Cet État islamique révolutionnaire, très attirant pour une bonne partie de la population du monde arabe, l'est aussi pour des Occidentaux qui reviennent frapper les pays dont ils sont ressortissants, ce qui est inédit. Les raisons en sont multiples. À celles qu'a citées M. Luizard s'ajoutent les interventions des pays occidentaux à l'étranger. La France est engagée dans des guerres contre des mouvements djihadistes sur plusieurs territoires, depuis des décennies. La nouveauté, c'est que l'État islamique parvient à recruter des Occidentaux pour commettre des attentats chez eux. Ceux qui ont frappé à Paris et à Bruxelles sont des Belges et des Français ; c'est ici qu'ils ont monté des équipes, fabriqué les explosifs, acheté des armes et frappé.

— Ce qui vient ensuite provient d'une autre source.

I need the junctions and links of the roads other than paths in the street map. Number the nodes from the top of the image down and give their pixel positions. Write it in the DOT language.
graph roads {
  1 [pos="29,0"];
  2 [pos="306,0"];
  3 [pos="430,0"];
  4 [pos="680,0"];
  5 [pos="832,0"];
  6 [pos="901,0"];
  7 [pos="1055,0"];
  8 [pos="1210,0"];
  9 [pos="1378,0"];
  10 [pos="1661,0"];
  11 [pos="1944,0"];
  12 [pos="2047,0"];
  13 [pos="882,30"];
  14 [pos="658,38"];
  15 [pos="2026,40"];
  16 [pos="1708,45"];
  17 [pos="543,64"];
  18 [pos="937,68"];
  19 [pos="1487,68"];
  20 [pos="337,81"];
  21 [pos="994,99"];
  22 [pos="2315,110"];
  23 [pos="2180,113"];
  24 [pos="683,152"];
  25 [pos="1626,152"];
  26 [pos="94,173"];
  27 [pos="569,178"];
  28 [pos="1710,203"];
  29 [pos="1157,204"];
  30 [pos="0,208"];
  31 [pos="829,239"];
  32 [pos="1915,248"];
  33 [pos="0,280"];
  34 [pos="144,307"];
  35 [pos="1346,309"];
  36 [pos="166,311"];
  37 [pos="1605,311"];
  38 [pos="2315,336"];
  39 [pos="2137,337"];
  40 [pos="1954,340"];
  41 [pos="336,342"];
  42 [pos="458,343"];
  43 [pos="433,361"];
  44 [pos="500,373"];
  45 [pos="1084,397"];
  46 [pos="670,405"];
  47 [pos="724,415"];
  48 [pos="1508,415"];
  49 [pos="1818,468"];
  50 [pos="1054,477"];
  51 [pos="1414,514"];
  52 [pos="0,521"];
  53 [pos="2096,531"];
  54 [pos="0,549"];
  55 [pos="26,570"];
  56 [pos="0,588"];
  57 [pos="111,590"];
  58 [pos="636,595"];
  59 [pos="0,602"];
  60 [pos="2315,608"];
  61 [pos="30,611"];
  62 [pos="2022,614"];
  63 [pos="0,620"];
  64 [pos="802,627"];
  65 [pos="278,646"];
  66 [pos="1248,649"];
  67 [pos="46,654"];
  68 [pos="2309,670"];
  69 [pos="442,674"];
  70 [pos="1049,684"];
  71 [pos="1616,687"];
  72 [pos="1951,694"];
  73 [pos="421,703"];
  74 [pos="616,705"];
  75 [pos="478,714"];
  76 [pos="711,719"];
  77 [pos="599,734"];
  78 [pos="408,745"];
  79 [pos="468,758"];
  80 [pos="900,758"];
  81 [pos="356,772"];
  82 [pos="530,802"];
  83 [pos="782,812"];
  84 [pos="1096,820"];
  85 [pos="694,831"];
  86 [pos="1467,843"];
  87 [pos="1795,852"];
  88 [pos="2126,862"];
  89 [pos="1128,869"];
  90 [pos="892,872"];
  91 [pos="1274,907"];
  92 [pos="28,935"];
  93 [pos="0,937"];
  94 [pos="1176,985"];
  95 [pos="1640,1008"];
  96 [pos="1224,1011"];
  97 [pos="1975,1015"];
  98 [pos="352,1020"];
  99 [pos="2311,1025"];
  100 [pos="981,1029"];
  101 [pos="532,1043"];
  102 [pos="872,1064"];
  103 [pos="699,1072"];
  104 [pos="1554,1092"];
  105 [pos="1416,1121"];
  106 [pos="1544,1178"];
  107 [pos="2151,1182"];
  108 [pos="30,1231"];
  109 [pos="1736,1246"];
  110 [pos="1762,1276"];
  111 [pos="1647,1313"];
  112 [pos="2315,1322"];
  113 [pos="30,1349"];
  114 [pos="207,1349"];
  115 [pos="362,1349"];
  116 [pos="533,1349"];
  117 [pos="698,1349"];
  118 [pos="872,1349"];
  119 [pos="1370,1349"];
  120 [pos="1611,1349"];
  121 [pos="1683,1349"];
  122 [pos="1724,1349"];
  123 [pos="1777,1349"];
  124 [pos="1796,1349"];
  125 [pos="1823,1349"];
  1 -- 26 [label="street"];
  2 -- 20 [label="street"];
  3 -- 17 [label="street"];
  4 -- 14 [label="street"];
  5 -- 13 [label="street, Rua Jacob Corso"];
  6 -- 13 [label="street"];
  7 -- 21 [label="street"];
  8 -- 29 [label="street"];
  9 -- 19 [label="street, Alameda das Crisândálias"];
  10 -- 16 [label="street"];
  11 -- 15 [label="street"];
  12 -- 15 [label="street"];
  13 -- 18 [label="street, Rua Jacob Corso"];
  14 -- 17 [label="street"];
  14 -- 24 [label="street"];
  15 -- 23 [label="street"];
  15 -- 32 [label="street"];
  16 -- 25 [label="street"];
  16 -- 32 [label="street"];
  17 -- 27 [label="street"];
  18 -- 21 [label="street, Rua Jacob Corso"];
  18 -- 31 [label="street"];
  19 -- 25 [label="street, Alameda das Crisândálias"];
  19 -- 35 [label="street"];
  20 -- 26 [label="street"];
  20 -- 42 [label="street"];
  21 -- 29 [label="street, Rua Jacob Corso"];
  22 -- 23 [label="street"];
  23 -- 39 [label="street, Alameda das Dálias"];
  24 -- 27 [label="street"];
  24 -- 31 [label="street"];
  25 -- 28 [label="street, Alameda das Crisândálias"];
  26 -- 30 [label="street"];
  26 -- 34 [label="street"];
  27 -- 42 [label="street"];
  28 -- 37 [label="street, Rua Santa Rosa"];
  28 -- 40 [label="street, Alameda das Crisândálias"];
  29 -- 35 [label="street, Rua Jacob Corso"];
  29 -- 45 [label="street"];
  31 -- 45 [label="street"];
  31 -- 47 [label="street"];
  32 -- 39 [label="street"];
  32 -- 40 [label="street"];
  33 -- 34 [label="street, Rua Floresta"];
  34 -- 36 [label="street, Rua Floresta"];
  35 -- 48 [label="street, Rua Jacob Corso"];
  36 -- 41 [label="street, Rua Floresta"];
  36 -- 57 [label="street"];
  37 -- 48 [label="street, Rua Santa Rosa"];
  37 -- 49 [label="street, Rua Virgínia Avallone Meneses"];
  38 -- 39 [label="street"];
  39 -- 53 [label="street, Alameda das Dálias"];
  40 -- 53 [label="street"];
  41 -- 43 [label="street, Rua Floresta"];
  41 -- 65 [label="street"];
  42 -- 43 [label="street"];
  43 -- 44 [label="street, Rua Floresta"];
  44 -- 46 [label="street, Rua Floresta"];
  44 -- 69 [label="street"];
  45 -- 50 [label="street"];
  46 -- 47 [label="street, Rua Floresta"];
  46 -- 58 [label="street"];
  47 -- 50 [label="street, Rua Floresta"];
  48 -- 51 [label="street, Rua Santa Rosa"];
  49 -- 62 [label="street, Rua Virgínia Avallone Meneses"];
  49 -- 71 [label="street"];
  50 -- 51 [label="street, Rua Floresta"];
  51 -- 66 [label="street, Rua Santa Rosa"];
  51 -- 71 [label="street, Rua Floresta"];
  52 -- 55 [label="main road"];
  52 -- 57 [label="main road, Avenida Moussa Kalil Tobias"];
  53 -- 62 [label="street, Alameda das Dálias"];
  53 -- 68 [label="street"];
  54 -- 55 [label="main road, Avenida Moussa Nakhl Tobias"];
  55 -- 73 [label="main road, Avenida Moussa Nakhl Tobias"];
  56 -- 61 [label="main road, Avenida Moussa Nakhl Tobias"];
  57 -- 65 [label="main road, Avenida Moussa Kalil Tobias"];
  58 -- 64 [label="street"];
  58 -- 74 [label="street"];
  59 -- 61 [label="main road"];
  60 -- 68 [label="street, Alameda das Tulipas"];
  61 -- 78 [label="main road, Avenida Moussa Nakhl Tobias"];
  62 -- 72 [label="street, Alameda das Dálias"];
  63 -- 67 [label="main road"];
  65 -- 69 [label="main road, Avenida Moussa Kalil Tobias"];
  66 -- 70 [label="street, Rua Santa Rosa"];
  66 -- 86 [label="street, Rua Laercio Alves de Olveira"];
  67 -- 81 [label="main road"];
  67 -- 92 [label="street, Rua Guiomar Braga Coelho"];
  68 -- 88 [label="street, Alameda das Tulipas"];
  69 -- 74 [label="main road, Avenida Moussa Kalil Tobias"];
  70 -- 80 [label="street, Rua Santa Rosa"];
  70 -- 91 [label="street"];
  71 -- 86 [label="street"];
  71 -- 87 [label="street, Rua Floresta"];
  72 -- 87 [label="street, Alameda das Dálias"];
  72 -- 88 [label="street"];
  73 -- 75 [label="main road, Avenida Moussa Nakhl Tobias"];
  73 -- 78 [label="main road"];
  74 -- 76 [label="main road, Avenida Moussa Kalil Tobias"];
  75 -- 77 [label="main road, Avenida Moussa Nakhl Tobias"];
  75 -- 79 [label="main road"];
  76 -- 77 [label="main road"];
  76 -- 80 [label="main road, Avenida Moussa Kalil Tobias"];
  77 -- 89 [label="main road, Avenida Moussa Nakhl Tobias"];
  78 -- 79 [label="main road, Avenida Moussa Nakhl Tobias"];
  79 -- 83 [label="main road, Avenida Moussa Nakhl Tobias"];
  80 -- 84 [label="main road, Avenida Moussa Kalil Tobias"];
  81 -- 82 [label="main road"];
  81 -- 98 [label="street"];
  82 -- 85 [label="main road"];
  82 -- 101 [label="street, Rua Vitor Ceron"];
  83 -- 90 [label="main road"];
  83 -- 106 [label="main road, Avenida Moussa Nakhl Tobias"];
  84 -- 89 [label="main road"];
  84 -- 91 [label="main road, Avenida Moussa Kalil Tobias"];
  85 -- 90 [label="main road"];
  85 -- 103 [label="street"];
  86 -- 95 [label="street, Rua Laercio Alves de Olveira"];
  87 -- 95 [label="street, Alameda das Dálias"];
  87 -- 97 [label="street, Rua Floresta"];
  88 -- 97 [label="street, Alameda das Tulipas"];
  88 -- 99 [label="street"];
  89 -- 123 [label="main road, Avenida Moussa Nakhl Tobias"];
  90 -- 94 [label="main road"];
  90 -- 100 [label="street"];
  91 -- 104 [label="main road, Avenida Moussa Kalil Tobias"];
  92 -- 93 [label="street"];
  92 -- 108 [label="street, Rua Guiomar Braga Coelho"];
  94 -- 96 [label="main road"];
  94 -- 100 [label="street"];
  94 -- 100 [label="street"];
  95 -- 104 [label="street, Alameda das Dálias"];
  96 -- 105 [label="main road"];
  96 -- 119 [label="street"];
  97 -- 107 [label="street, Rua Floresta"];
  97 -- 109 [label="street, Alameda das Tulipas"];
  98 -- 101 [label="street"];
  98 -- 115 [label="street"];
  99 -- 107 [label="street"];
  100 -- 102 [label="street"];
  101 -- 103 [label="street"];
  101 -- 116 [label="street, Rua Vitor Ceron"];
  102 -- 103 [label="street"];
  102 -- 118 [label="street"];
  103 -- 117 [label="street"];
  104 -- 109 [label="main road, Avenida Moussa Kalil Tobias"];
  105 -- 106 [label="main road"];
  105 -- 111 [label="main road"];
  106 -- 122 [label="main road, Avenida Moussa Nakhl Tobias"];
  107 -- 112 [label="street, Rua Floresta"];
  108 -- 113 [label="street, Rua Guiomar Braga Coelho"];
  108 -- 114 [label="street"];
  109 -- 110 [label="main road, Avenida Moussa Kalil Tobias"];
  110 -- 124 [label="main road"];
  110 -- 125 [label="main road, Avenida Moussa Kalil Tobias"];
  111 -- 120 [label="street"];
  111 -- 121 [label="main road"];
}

Est-ce parce que l'État islamique est en recul qu'il frappe ? Je ne le pense pas. Le terrorisme est un mode opératoire, non une fin en soi. L'État islamique a démontré sa capacité d'anticipation dès qu'il a commencé à kidnapper des journalistes occidentaux, alors que le califat n'était pas encore proclamé et que l'État islamique en Irak et au Levant était encore au stade embryonnaire : il savait pertinemment que les pays occidentaux allaient réagir. Les djihadistes avaient alors les otages sous la main. Heureusement, les otages français – je connais certains d'entre eux personnellement – ont été libérés à temps, mais les autres n'ont pas tardé à être exécutés. Quand l'État islamique a commencé à envoyer en France des équipes ou des personnes chargées de tâter le terrain, comme Mehdi Nemmouche, il n'était pas du tout en recul. C'est dès l'été 2014, au début des frappes, qu'il a envoyé en Libye l'Irakien Al-Anbari, émir opérationnel très proche de Baghdadi. On ne peut donc pas dire que la Libye fasse partie d'un plan de retrait : elle était dans le viseur de l'État islamique dès le début de l'année 2013.

L'État islamique a donc un vrai projet, si condamnable soit-il, qui risque d'être viable et doit être estimé à sa juste valeur. Il ne s'agit ni d'une secte, ni d'une déviance, ni d'une maladie.